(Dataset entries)
<<<<
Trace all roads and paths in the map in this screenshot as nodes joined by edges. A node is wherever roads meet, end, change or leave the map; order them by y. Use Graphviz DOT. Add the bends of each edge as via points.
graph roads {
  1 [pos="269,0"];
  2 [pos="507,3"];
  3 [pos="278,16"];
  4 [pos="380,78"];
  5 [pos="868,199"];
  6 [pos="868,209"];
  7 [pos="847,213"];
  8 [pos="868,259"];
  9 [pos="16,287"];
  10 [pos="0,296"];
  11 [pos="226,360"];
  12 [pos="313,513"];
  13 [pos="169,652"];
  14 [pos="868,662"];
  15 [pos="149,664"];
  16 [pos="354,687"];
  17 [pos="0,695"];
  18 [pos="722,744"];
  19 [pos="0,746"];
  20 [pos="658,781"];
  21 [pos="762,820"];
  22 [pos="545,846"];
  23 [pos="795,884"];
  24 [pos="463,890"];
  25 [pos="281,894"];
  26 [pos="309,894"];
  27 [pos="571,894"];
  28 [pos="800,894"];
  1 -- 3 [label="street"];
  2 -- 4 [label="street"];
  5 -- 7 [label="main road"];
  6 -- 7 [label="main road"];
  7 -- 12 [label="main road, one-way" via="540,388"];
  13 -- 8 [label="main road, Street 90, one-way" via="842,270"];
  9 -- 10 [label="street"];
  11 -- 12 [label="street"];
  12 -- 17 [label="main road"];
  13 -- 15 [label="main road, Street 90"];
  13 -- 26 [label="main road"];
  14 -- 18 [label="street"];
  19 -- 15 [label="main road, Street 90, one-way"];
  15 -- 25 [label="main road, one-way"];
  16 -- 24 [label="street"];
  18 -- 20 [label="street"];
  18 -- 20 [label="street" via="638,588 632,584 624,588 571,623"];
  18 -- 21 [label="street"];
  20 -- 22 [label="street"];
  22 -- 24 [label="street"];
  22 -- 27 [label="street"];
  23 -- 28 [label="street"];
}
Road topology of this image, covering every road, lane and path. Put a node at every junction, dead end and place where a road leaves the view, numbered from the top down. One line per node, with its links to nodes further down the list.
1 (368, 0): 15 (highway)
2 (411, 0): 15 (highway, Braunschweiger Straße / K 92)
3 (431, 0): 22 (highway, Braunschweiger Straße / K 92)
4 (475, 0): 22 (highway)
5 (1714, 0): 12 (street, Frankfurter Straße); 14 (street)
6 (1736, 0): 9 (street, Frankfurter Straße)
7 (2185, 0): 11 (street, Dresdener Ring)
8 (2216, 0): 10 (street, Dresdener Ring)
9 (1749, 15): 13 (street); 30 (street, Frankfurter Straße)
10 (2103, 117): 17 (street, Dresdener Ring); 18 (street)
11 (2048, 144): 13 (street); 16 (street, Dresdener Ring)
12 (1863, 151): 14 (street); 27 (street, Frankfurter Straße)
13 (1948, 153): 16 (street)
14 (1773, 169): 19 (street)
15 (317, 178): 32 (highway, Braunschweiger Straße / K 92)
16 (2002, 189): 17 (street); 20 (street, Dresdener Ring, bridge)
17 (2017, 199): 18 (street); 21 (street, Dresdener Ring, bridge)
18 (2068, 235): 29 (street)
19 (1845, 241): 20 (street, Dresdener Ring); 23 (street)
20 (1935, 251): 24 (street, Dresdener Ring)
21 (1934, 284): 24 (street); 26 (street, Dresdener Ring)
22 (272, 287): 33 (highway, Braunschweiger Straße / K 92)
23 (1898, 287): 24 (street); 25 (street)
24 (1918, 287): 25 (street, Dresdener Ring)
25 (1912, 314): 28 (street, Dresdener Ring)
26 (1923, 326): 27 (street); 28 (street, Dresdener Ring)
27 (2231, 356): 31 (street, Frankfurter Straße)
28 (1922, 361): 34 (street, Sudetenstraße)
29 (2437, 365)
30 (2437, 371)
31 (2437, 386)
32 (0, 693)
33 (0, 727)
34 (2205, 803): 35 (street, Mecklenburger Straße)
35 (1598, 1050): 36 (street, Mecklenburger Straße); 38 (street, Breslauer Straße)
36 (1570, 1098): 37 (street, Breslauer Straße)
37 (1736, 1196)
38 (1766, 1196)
>>>>
> Task to complete
Go through the records and output them all, word for word.

> Your response
Trace all roads and paths in the map in this screenshot as nodes joined by edges. A node is wherever roads meet, end, change or leave the map; order them by y. Use Graphviz DOT. Add the bends of each edge as via points.
graph roads {
  1 [pos="269,0"];
  2 [pos="507,3"];
  3 [pos="278,16"];
  4 [pos="380,78"];
  5 [pos="868,199"];
  6 [pos="868,209"];
  7 [pos="847,213"];
  8 [pos="868,259"];
  9 [pos="16,287"];
  10 [pos="0,296"];
  11 [pos="226,360"];
  12 [pos="313,513"];
  13 [pos="169,652"];
  14 [pos="868,662"];
  15 [pos="149,664"];
  16 [pos="354,687"];
  17 [pos="0,695"];
  18 [pos="722,744"];
  19 [pos="0,746"];
  20 [pos="658,781"];
  21 [pos="762,820"];
  22 [pos="545,846"];
  23 [pos="795,884"];
  24 [pos="463,890"];
  25 [pos="281,894"];
  26 [pos="309,894"];
  27 [pos="571,894"];
  28 [pos="800,894"];
  1 -- 3 [label="street"];
  2 -- 4 [label="street"];
  5 -- 7 [label="main road"];
  6 -- 7 [label="main road"];
  7 -- 12 [label="main road, one-way" via="540,388"];
  13 -- 8 [label="main road, Street 90, one-way" via="842,270"];
  9 -- 10 [label="street"];
  11 -- 12 [label="street"];
  12 -- 17 [label="main road"];
  13 -- 15 [label="main road, Street 90"];
  13 -- 26 [label="main road"];
  14 -- 18 [label="street"];
  19 -- 15 [label="main road, Street 90, one-way"];
  15 -- 25 [label="main road, one-way"];
  16 -- 24 [label="street"];
  18 -- 20 [label="street"];
  18 -- 20 [label="street" via="638,588 632,584 624,588 571,623"];
  18 -- 21 [label="street"];
  20 -- 22 [label="street"];
  22 -- 24 [label="street"];
  22 -- 27 [label="street"];
  23 -- 28 [label="street"];
}
Road topology of this image, covering every road, lane and path. Put a node at every junction, dead end and place where a road leaves the view, numbered from the top down. One line per node, with its links to nodes further down the list.
1 (368, 0): 15 (highway)
2 (411, 0): 15 (highway, Braunschweiger Straße / K 92)
3 (431, 0): 22 (highway, Braunschweiger Straße / K 92)
4 (475, 0): 22 (highway)
5 (1714, 0): 12 (street, Frankfurter Straße); 14 (street)
6 (1736, 0): 9 (street, Frankfurter Straße)
7 (2185, 0): 11 (street, Dresdener Ring)
8 (2216, 0): 10 (street, Dresdener Ring)
9 (1749, 15): 13 (street); 30 (street, Frankfurter Straße)
10 (2103, 117): 17 (street, Dresdener Ring); 18 (street)
11 (2048, 144): 13 (street); 16 (street, Dresdener Ring)
12 (1863, 151): 14 (street); 27 (street, Frankfurter Straße)
13 (1948, 153): 16 (street)
14 (1773, 169): 19 (street)
15 (317, 178): 32 (highway, Braunschweiger Straße / K 92)
16 (2002, 189): 17 (street); 20 (street, Dresdener Ring, bridge)
17 (2017, 199): 18 (street); 21 (street, Dresdener Ring, bridge)
18 (2068, 235): 29 (street)
19 (1845, 241): 20 (street, Dresdener Ring); 23 (street)
20 (1935, 251): 24 (street, Dresdener Ring)
21 (1934, 284): 24 (street); 26 (street, Dresdener Ring)
22 (272, 287): 33 (highway, Braunschweiger Straße / K 92)
23 (1898, 287): 24 (street); 25 (street)
24 (1918, 287): 25 (street, Dresdener Ring)
25 (1912, 314): 28 (street, Dresdener Ring)
26 (1923, 326): 27 (street); 28 (street, Dresdener Ring)
27 (2231, 356): 31 (street, Frankfurter Straße)
28 (1922, 361): 34 (street, Sudetenstraße)
29 (2437, 365)
30 (2437, 371)
31 (2437, 386)
32 (0, 693)
33 (0, 727)
34 (2205, 803): 35 (street, Mecklenburger Straße)
35 (1598, 1050): 36 (street, Mecklenburger Straße); 38 (street, Breslauer Straße)
36 (1570, 1098): 37 (street, Breslauer Straße)
37 (1736, 1196)
38 (1766, 1196)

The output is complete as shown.